● **Exercise directions**:
Nothing but a full, exact copy of the data is needed.

--- Given records ---

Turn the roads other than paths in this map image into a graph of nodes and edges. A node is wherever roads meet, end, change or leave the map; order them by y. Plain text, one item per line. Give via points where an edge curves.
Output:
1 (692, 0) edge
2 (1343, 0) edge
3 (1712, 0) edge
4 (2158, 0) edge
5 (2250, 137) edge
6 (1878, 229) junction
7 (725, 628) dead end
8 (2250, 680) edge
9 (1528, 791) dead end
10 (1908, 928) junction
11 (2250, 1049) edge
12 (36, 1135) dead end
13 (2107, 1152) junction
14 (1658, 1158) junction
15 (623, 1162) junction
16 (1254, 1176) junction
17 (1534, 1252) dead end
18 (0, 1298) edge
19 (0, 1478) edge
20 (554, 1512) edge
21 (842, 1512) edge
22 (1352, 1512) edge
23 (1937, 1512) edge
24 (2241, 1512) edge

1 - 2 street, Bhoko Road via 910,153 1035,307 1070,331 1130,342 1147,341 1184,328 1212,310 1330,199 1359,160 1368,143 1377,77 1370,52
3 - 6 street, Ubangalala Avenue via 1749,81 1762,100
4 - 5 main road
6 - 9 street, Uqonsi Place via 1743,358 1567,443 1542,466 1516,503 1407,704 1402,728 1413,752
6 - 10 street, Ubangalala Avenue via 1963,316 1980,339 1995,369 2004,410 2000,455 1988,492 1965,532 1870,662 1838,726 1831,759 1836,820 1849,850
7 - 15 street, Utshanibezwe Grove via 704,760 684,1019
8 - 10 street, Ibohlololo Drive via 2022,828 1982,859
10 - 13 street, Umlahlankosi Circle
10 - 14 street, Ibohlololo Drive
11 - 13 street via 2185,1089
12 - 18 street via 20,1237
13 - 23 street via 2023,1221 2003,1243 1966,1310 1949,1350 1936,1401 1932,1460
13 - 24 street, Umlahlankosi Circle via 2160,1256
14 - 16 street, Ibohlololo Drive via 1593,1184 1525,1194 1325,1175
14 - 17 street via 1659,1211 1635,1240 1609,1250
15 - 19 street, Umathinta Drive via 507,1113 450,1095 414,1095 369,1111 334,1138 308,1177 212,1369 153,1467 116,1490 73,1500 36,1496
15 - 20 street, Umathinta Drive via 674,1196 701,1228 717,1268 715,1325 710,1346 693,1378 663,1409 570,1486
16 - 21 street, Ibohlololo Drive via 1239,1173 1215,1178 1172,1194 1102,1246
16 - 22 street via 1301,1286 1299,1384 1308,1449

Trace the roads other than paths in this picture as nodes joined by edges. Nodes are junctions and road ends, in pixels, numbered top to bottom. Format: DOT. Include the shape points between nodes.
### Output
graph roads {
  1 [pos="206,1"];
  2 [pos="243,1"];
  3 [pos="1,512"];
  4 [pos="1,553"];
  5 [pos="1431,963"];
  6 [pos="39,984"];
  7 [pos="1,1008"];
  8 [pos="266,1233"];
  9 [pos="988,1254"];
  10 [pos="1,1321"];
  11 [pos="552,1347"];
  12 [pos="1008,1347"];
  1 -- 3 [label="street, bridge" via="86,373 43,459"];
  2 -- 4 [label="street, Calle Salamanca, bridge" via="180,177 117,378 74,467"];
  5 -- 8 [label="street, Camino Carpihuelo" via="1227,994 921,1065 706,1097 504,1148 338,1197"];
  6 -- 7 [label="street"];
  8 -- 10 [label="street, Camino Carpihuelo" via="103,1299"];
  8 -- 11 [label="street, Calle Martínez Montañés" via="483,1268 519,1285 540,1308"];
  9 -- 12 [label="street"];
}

---

● **Response to this exercise**:
Turn the roads other than paths in this map image into a graph of nodes and edges. A node is wherever roads meet, end, change or leave the map; order them by y. Plain text, one item per line. Give via points where an edge curves.
Output:
1 (692, 0) edge
2 (1343, 0) edge
3 (1712, 0) edge
4 (2158, 0) edge
5 (2250, 137) edge
6 (1878, 229) junction
7 (725, 628) dead end
8 (2250, 680) edge
9 (1528, 791) dead end
10 (1908, 928) junction
11 (2250, 1049) edge
12 (36, 1135) dead end
13 (2107, 1152) junction
14 (1658, 1158) junction
15 (623, 1162) junction
16 (1254, 1176) junction
17 (1534, 1252) dead end
18 (0, 1298) edge
19 (0, 1478) edge
20 (554, 1512) edge
21 (842, 1512) edge
22 (1352, 1512) edge
23 (1937, 1512) edge
24 (2241, 1512) edge

1 - 2 street, Bhoko Road via 910,153 1035,307 1070,331 1130,342 1147,341 1184,328 1212,310 1330,199 1359,160 1368,143 1377,77 1370,52
3 - 6 street, Ubangalala Avenue via 1749,81 1762,100
4 - 5 main road
6 - 9 street, Uqonsi Place via 1743,358 1567,443 1542,466 1516,503 1407,704 1402,728 1413,752
6 - 10 street, Ubangalala Avenue via 1963,316 1980,339 1995,369 2004,410 2000,455 1988,492 1965,532 1870,662 1838,726 1831,759 1836,820 1849,850
7 - 15 street, Utshanibezwe Grove via 704,760 684,1019
8 - 10 street, Ibohlololo Drive via 2022,828 1982,859
10 - 13 street, Umlahlankosi Circle
10 - 14 street, Ibohlololo Drive
11 - 13 street via 2185,1089
12 - 18 street via 20,1237
13 - 23 street via 2023,1221 2003,1243 1966,1310 1949,1350 1936,1401 1932,1460
13 - 24 street, Umlahlankosi Circle via 2160,1256
14 - 16 street, Ibohlololo Drive via 1593,1184 1525,1194 1325,1175
14 - 17 street via 1659,1211 1635,1240 1609,1250
15 - 19 street, Umathinta Drive via 507,1113 450,1095 414,1095 369,1111 334,1138 308,1177 212,1369 153,1467 116,1490 73,1500 36,1496
15 - 20 street, Umathinta Drive via 674,1196 701,1228 717,1268 715,1325 710,1346 693,1378 663,1409 570,1486
16 - 21 street, Ibohlololo Drive via 1239,1173 1215,1178 1172,1194 1102,1246
16 - 22 street via 1301,1286 1299,1384 1308,1449

Trace the roads other than paths in this picture as nodes joined by edges. Nodes are junctions and road ends, in pixels, numbered top to bottom. Format: DOT. Include the shape points between nodes.
### Output
graph roads {
  1 [pos="206,1"];
  2 [pos="243,1"];
  3 [pos="1,512"];
  4 [pos="1,553"];
  5 [pos="1431,963"];
  6 [pos="39,984"];
  7 [pos="1,1008"];
  8 [pos="266,1233"];
  9 [pos="988,1254"];
  10 [pos="1,1321"];
  11 [pos="552,1347"];
  12 [pos="1008,1347"];
  1 -- 3 [label="street, bridge" via="86,373 43,459"];
  2 -- 4 [label="street, Calle Salamanca, bridge" via="180,177 117,378 74,467"];
  5 -- 8 [label="street, Camino Carpihuelo" via="1227,994 921,1065 706,1097 504,1148 338,1197"];
  6 -- 7 [label="street"];
  8 -- 10 [label="street, Camino Carpihuelo" via="103,1299"];
  8 -- 11 [label="street, Calle Martínez Montañés" via="483,1268 519,1285 540,1308"];
  9 -- 12 [label="street"];
}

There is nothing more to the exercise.